Three-dimensional rotational spinal angiography in the evaluation and treatment of vascular malformations

Abstract

Background and purpose: Conventional spinal angiography, although useful in providing angioarchitectural details of spinal vascular disease, has limitations. The advent of 3D angiography has provided a better comprehension of angioarchitectural detail when evaluating the intracranial circulation. The purpose of this study was to evaluate the usefulness of 3D angiography in the diagnosis and treatment of vascular malformations of the spine.

Methods: This retrospective analysis included 17 3D spinal angiograms acquired in 14 consecutive patients examined at our institution for a spinal vascular lesion, which included nine spinal cord arteriovenous malformations (AVMs), one perimedullary arteriovenous fistula (AVF), three spinal dural AVFs, and one nerve root AVM. 3D angiography was obtained with apnea under general anesthesia by using a 14-second acquisition and 200 degrees rotation of the gantry during injection of 300 mg I/mL nonionic contrast material at a rate of 0.5-3.5 mL/s. Multiple reconstructed images were obtained with or without opacification of the surrounding structures. These images were then evaluated by the interventionalists at the time of the procedure and compared with findings obtained by conventional subtraction angiography.
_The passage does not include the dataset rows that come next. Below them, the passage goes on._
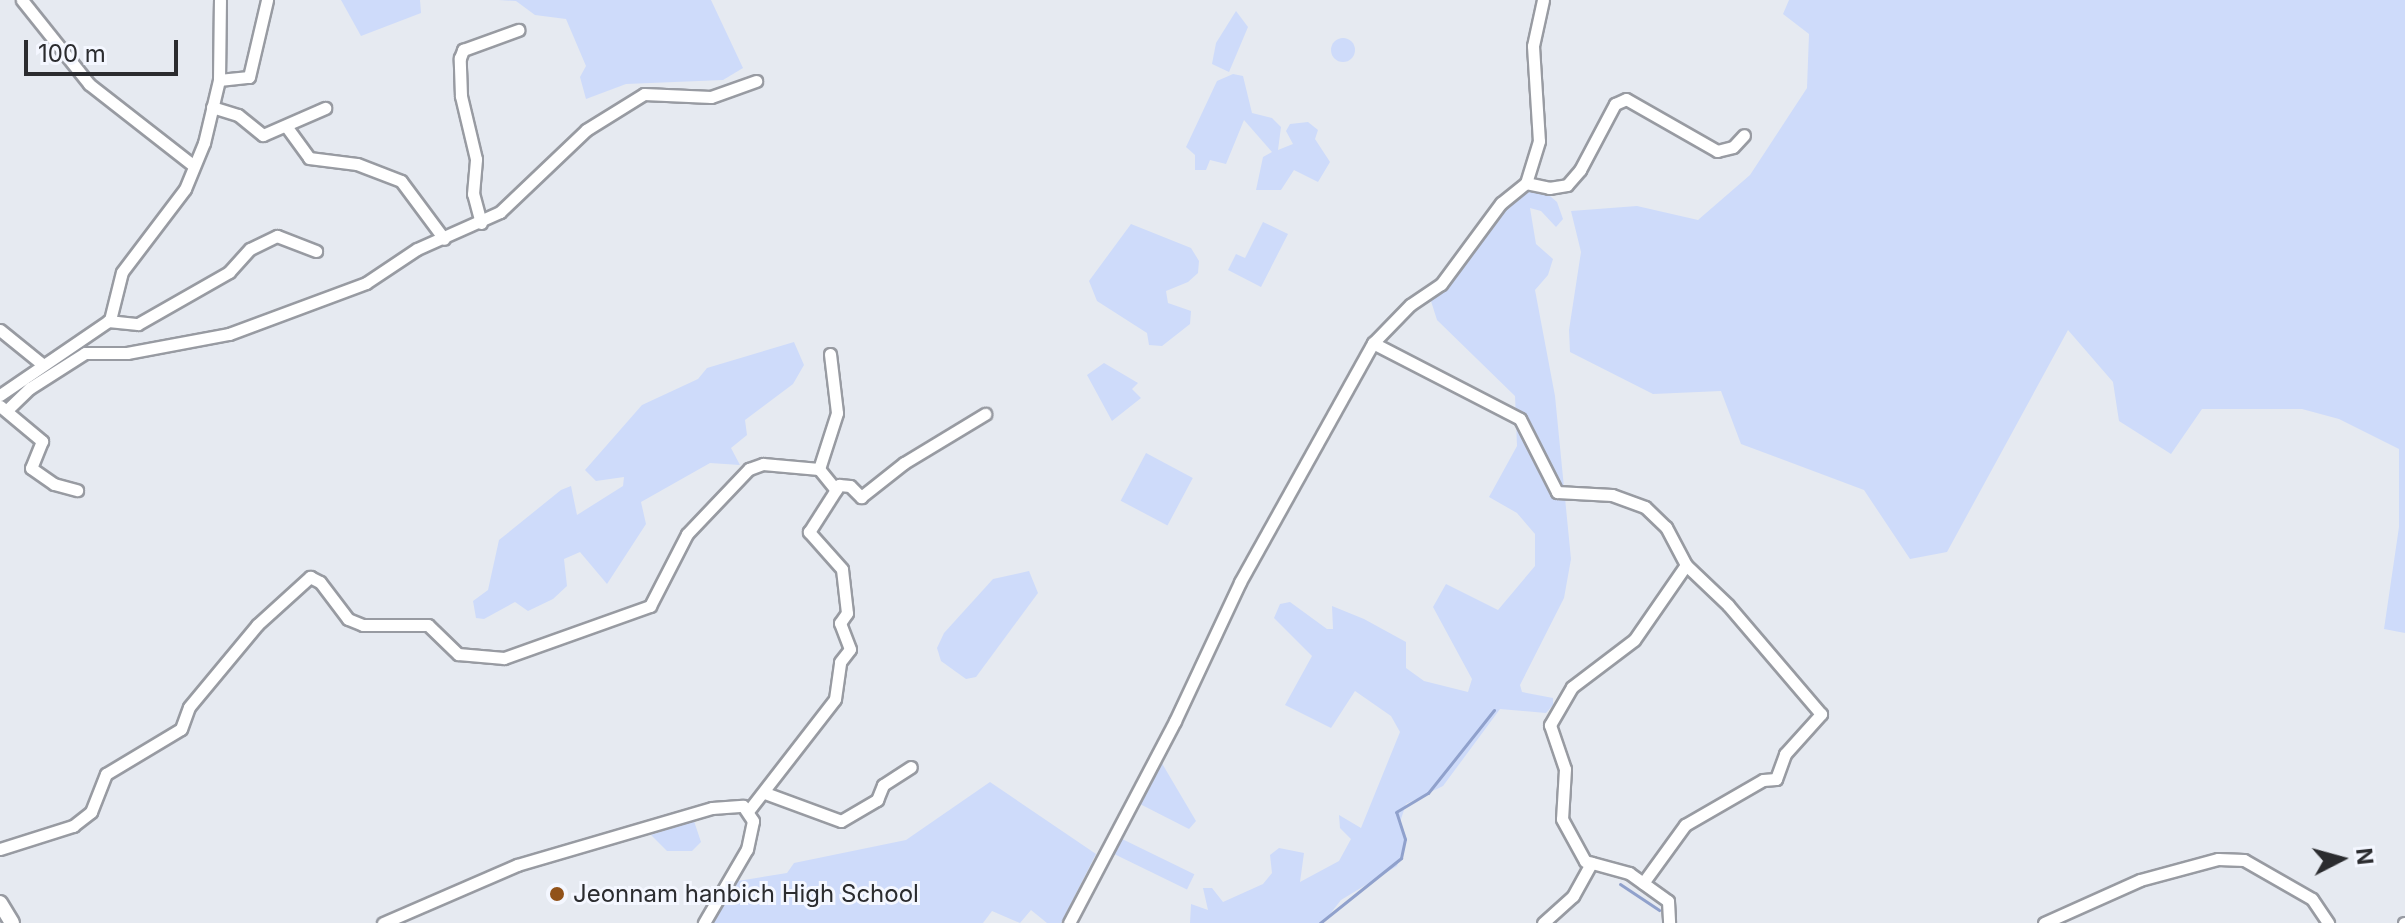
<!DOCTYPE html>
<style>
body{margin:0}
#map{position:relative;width:2405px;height:923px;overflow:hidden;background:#e6eaf1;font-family:Inter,sans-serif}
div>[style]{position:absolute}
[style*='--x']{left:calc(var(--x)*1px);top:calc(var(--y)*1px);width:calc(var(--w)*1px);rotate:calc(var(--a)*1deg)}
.green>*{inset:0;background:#cedbfa;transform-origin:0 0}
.round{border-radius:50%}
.stream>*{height:3px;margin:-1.5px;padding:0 1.5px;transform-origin:1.5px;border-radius:1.5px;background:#90a1cc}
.roads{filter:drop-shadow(2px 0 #989ba2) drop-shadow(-2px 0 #989ba2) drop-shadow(0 2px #989ba2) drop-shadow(0 -2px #989ba2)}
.minor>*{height:11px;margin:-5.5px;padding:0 5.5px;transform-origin:5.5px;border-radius:5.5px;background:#fff}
.tertiary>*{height:14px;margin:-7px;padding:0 7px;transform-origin:7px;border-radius:7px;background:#fff}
.dots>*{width:22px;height:22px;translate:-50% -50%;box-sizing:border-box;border:4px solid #f4f7ff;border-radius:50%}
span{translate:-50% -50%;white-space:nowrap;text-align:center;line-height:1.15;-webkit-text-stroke:6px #f4f7ff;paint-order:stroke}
.poi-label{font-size:24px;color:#2b2c2f}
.left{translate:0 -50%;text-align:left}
.north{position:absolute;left:2301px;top:819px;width:80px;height:80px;-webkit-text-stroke:6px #f4f7ff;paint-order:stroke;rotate:84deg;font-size:22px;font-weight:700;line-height:32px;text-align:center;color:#2b2c2f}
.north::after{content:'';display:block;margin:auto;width:28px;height:36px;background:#2b2c2f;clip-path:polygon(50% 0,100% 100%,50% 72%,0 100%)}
.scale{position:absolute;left:24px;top:40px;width:154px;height:36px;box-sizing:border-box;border:4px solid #2b2c2f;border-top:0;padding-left:10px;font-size:24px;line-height:28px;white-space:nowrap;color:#2b2c2f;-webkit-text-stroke:6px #f4f7ff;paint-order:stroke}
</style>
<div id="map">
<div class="green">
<i style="clip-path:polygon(341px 0,420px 0,421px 13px,361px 36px)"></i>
<i style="clip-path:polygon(499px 0,711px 0,743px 68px,723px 80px,626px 84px,586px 99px,580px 77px,586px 66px,566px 19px,535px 15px,516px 1px)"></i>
<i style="clip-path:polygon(1789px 0,2405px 0,2405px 633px,2384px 629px,2399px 527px,2399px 449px,2339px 419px,2302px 409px,2202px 409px,2171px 454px,2119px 421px,2113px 382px,2068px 330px,1947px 552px,1910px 559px,1864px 490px,1741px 444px,1721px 391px,1653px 394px,1570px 352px,1569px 330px,1581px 252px,1571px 211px,1637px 206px,1698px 220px,1750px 175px,1807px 88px,1809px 34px,1783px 14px)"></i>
<i style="clip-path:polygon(1236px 11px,1248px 27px,1229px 72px,1212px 64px,1216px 43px)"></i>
<i class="round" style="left:1331px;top:38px;width:24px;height:24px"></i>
<i style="clip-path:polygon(1233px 74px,1243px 76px,1252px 113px,1272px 118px,1281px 127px,1278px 150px,1293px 144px,1286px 131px,1290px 124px,1308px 122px,1318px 130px,1315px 139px,1330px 162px,1318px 182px,1294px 170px,1281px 190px,1256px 190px,1263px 157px,1272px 152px,1244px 120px,1226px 164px,1210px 160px,1206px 170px,1195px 170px,1195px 155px,1186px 147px,1217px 81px)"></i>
<i style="clip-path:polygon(1529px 187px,1544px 191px,1557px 202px,1563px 219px,1556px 227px,1541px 211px,1530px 208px,1536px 244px,1553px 259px,1548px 275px,1535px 290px,1555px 396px,1571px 559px,1564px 598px,1520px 685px,1522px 692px,1553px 698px,1553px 705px,1546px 713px,1500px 709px,1443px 786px,1406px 804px,1400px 822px,1407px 839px,1397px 866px,1341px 900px,1323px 923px,1190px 923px,1191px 904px,1208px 910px,1203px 888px,1212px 888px,1223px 902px,1263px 884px,1272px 873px,1270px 855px,1279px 848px,1304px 853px,1300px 882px,1339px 861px,1351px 839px,1340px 828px,1339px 815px,1361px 828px,1400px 732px,1391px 716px,1355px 691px,1331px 728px,1285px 705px,1312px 656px,1274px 618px,1280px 604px,1290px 602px,1327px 629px,1333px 629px,1332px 606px,1364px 619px,1406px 642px,1406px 668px,1424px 681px,1468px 692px,1472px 679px,1433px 607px,1446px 584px,1498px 610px,1535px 566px,1535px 534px,1517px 513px,1489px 497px,1517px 446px,1515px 396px,1437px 320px,1430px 298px,1504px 207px)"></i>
<i style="clip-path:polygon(1263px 222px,1288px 234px,1261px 287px,1228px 270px,1236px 254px,1245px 258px)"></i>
<i style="clip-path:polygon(1131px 224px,1191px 248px,1199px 261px,1198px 273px,1188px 282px,1166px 291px,1168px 303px,1191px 311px,1190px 324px,1162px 346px,1149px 345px,1147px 333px,1097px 301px,1089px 281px)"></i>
<i style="clip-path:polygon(794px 342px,804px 365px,793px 384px,745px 420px,747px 435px,731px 448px,740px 465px,710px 463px,641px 502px,646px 524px,607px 584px,580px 552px,564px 559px,567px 586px,553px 599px,528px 611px,515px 602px,484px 619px,476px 618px,473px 601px,488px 590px,499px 540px,561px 490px,571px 486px,577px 515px,623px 486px,624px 477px,596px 481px,585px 470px,642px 405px,698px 379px,707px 368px)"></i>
<i style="clip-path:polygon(1104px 363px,1138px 383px,1132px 389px,1141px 398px,1112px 421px,1087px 375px)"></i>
<i style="left:1146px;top:453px;width:53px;height:54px;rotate:28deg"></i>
<i style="clip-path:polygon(1029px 571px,1038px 593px,976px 677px,966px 679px,941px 661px,937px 648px,944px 633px,993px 579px)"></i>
<i style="clip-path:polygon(1160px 760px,1196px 821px,1189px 829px,1138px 803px)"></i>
<i style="clip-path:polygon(990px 782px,1096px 854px,1061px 923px,1047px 923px,1031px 910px,1020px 923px,992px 911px,983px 923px,708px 923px,738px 881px,787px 873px,794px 863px,906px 840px)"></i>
<i style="clip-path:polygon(694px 821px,701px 842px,692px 851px,667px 851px,651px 835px)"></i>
<i style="left:1118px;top:837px;width:85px;height:17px;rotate:26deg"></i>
</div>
<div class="stream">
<i style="--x:1620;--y:884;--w:47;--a:33.7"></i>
<i style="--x:1320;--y:923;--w:104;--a:-38.7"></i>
<i style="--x:1401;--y:858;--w:19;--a:-78"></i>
<i style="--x:1405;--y:839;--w:28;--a:-108"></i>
<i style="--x:1396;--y:812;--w:37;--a:-31"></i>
<i style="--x:1428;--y:793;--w:106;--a:-51.5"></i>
</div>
<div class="roads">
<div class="minor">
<i style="--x:22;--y:0;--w:107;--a:51.4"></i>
<i style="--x:89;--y:84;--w:133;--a:38"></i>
<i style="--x:1543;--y:0;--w:47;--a:102.3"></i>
<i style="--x:1533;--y:46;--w:95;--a:86.4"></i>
<i style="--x:1539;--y:141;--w:44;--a:107.2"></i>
<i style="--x:1526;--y:183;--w:32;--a:141"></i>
<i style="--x:1501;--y:203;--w:101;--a:126.5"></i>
<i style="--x:1441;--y:284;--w:37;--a:146"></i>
<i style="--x:1410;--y:305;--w:53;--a:134.2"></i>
<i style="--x:1373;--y:343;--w:165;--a:27.3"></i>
<i style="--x:1520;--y:419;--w:82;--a:63.1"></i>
<i style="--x:1557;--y:492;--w:55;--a:3.1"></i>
<i style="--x:1612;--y:495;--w:35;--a:20"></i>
<i style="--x:1645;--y:507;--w:29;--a:44"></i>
<i style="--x:1666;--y:527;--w:43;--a:62.2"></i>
<i style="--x:1686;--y:565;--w:91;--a:124.7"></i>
<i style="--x:1634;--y:640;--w:78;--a:142.8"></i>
<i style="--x:1572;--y:687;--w:44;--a:120.1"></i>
<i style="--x:1550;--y:725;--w:46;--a:71.2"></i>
<i style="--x:1565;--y:769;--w:50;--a:93.4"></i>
<i style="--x:1562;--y:819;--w:48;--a:61.3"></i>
<i style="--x:1585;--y:861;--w:46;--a:15.3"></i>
<i style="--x:1629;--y:873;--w:48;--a:35.7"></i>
<i style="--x:1668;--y:901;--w:22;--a:87"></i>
<i style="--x:219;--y:80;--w:30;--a:-6"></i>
<i style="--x:249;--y:77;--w:79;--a:-76.8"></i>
<i style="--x:212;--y:107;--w:27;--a:17"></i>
<i style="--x:238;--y:115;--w:32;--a:39"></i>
<i style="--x:263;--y:135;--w:68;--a:-23.5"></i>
<i style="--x:286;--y:126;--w:39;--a:54"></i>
<i style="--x:309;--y:158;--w:48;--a:7.1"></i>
<i style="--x:357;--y:164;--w:47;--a:21.1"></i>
<i style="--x:401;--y:181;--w:72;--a:53.4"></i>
<i style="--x:1526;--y:183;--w:24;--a:12"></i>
<i style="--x:1549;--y:188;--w:18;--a:-9"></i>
<i style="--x:1567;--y:185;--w:20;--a:-49"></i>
<i style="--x:1580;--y:170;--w:75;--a:-62.1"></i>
<i style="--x:1615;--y:104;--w:12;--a:-24"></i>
<i style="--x:1626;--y:99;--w:105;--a:29.7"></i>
<i style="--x:1717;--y:151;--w:16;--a:-14"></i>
<i style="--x:1733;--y:147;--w:16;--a:-47"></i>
<i style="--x:481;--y:223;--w:30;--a:-105"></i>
<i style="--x:473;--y:194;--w:35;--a:-85"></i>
<i style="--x:476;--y:159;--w:65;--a:-103.4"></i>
<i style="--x:461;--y:96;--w:38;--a:-92"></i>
<i style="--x:460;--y:58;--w:9;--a:-69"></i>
<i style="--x:463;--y:50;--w:59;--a:-20"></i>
<i style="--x:108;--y:321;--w:30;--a:6"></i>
<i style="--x:138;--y:324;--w:105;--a:-29.7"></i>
<i style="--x:229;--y:272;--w:31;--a:-48"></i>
<i style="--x:250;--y:249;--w:30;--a:-26"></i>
<i style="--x:277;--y:236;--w:42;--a:21"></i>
<i style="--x:0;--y:330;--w:54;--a:39"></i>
<i style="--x:830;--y:354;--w:59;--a:83.2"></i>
<i style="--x:837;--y:413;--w:59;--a:107.8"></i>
<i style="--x:819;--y:469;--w:27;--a:51"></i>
<i style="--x:0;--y:395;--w:133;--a:-34.3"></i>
<i style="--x:110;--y:320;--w:49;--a:-76"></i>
<i style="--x:122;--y:272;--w:104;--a:-52.8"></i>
<i style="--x:185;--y:189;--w:50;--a:-67.6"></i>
<i style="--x:204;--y:143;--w:65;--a:-76.6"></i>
<i style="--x:219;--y:80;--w:80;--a:-89.3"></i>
<i style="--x:0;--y:406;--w:55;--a:39.8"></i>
<i style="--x:42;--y:441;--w:29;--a:112"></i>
<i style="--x:31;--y:468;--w:28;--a:35"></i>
<i style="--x:54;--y:484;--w:24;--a:15"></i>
<i style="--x:7;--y:410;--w:32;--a:-44"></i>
<i style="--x:30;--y:388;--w:65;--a:-32.5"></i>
<i style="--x:85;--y:353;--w:42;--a:0"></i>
<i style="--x:127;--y:353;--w:104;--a:-10.6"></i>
<i style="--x:229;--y:334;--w:146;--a:-20.4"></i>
<i style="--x:366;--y:283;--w:61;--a:-33.7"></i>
<i style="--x:417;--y:249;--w:91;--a:-24"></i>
<i style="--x:500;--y:212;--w:119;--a:-43.6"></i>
<i style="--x:586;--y:130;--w:68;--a:-31.8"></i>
<i style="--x:644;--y:94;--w:67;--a:2.6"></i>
<i style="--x:711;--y:97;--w:48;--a:-19.6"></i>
<i style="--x:765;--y:793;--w:81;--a:20.2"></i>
<i style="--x:841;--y:821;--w:42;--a:-30.3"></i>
<i style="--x:877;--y:800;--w:16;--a:-68"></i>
<i style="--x:883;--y:785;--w:33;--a:-33"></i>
<i style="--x:749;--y:810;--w:140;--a:-52.2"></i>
<i style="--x:835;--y:699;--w:37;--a:-82"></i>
<i style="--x:840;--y:662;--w:16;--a:-52"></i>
<i style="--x:850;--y:649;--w:28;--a:-111"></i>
<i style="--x:840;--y:623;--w:12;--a:-55"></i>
<i style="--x:847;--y:613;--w:44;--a:-96.5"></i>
<i style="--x:842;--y:569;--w:50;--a:-131.7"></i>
<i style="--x:809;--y:532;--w:56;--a:-57.4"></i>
<i style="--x:839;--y:485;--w:11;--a:5"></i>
<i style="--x:850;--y:486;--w:16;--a:45"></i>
<i style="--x:861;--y:497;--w:55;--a:-38.3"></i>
<i style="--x:904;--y:463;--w:95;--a:-31.2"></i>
<i style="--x:0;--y:849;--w:77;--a:-17.5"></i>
<i style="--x:73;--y:826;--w:23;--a:-38"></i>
<i style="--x:91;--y:812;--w:41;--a:-68.5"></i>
<i style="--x:106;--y:774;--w:87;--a:-31"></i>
<i style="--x:181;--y:729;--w:23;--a:-70"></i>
<i style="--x:189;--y:707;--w:107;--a:-50.3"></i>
<i style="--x:257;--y:625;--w:72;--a:-42.2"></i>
<i style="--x:310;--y:577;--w:11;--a:27"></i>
<i style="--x:320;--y:582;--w:46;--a:52.9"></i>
<i style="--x:348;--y:619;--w:16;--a:22"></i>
<i style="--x:363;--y:625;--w:65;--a:0"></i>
<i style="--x:428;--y:625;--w:42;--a:44"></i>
<i style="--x:458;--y:654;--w:46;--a:5"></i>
<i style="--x:504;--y:658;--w:155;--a:-19.6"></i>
<i style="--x:650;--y:606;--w:81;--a:-62.8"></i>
<i style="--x:687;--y:534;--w:90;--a:-46.4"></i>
<i style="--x:749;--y:469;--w:15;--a:-20"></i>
<i style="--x:763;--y:464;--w:56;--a:5.1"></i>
<i style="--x:1643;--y:883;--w:72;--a:-54.1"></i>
<i style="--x:1685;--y:825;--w:90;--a:-30"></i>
<i style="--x:1763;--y:780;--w:13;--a:-4"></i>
<i style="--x:1776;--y:779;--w:27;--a:-70"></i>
<i style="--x:1785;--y:754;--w:54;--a:-48"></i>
<i style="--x:1821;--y:714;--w:143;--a:-130.5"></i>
<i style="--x:1728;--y:605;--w:58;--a:-136.4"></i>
<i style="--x:383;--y:923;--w:146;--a:-23.4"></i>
<i style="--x:517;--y:865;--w:203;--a:-16.3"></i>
<i style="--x:712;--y:808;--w:31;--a:-4"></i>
<i style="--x:743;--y:806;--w:18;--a:56"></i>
<i style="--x:753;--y:821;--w:29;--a:102"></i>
<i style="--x:747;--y:849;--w:86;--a:120.2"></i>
<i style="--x:1069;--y:923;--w:228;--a:-62.3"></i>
<i style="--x:1175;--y:721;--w:153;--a:-64.9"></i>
<i style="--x:1240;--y:582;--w:274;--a:-60.9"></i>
<i style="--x:1543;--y:923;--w:40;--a:-42"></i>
<i style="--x:1573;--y:896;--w:38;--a:-61"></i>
<i style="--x:2044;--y:923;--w:105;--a:-24.1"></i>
<i style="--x:2140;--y:880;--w:81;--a:-15.1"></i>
<i style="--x:2218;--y:859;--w:26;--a:2"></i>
<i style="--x:2244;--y:860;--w:78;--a:29.8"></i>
<i style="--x:2312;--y:899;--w:29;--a:56"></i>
<i style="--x:2404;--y:923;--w:1;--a:0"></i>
</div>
<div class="tertiary">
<i style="--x:0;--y:903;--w:23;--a:59"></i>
</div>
</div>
<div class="dots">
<i style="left:557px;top:894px;background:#915219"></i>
</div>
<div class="poi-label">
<span class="left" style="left:573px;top:894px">Jeonnam hanbich High School</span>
</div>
<div class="north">N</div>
<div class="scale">100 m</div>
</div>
Results: 3D angiography was useful in differentiating intramedullary lesions from perimedullary surface lesions; detecting arterial, nidal, or venous aneurysms; and evaluating the 3D structure of the lesion as well as the relationship between the malformation and its draining veins or surrounding bony structures. In specific situations, it obviated the need for contrast-enhanced conventional or 3D CT, as well as for lateral or oblique angiographic views, which are sometimes difficult to obtain with good quality. No 3D angiography-related complications were experienced. Some limitations in the definition of small vessel anatomy in the reconstructed images were noted.

Conclusion: In this small series of patients, 3D angiography was safe and useful for evaluation of the 3D vascular anatomy of spinal vascular malformations.

Fig 1.

Patient 8, 54-year-old male patient with spinal dural AVF. A, Unsubtracted anteroposterior (AP) (left) and subtracted lateral (right) spinal angiograms of left T12 intercostal artery show the spinal dural fistula. (arrow [AP projection], angiographic catheter; double arrow [AP projection], site of fistula at the dural sleeve; arrowhead [AP and lateral projection], anterior draining spinal vein). B, 3D reconstruction of T12 intercostal rotational injection with partial opacification of the spinal column shows the site of the fistula (double arrow) in relation to the venous drainage (arrowhead). C, Computer-generated rotation of the reconstructed image with a thin region of interest allows for a better demonstration of the fistula entering the intervertebral foramen. D, Lateral projection of the 3D-reconstructed rotational image after successful obliteration of the fistula. E, Similar view as in C, with the glue cast seen entering the spinal canal via the intervertebral foramen (double arrow).

Fig 2.

Patient 4, 26-year-old female patient with spinal cord AVM. A, AP (left) and lateral (right) subtracted spinal angiograms from the left T10 intercostal artery, demonstrating the supply to this conus AVM from the anterior spinal artery (arrow [AP projection]). Lazorthe’s basket is identified at the tip of the conus (double arrows [AP and lateral projections]). B, 3D-RSA in the lateral projection shows several feeders to this primarily superficial pial malformation (arrow).

Fig 3.

Patient 1, 20-year-old male patient with spinal cord AVM. A, Lateral spinal angiogram of the left vertebral artery for this cervical AVM with contribution from multiple cervical levels. B, 3D-RSA in the same projection as the prior study with enhanced detail in the course of the various feeding vessels. Note the depth of field created by the shadowing techniques provided in the software.

Fig 4.

Patient 13, 51-year-old female patient with spinal cord AVM. A, AP vertebral injection demonstrating supply to this cervical AVM from anterior and posterior spinal arteries. Note the duplication of the anterior spinal artery revealed by this view (arrow). B, Lateral projection in the early (left) and late (right) arterial phases demonstrating the anterior spinal artery (arrow [early phase]) and the posterior draining vein (double arrows [late phase]). C, 3D-RSA of the vertebral artery injection demonstrating resolution of fine details as depicted by the presence of the duplicated anterior spinal artery (arrow). Note the presence of the nidal aneurysm (double arrow).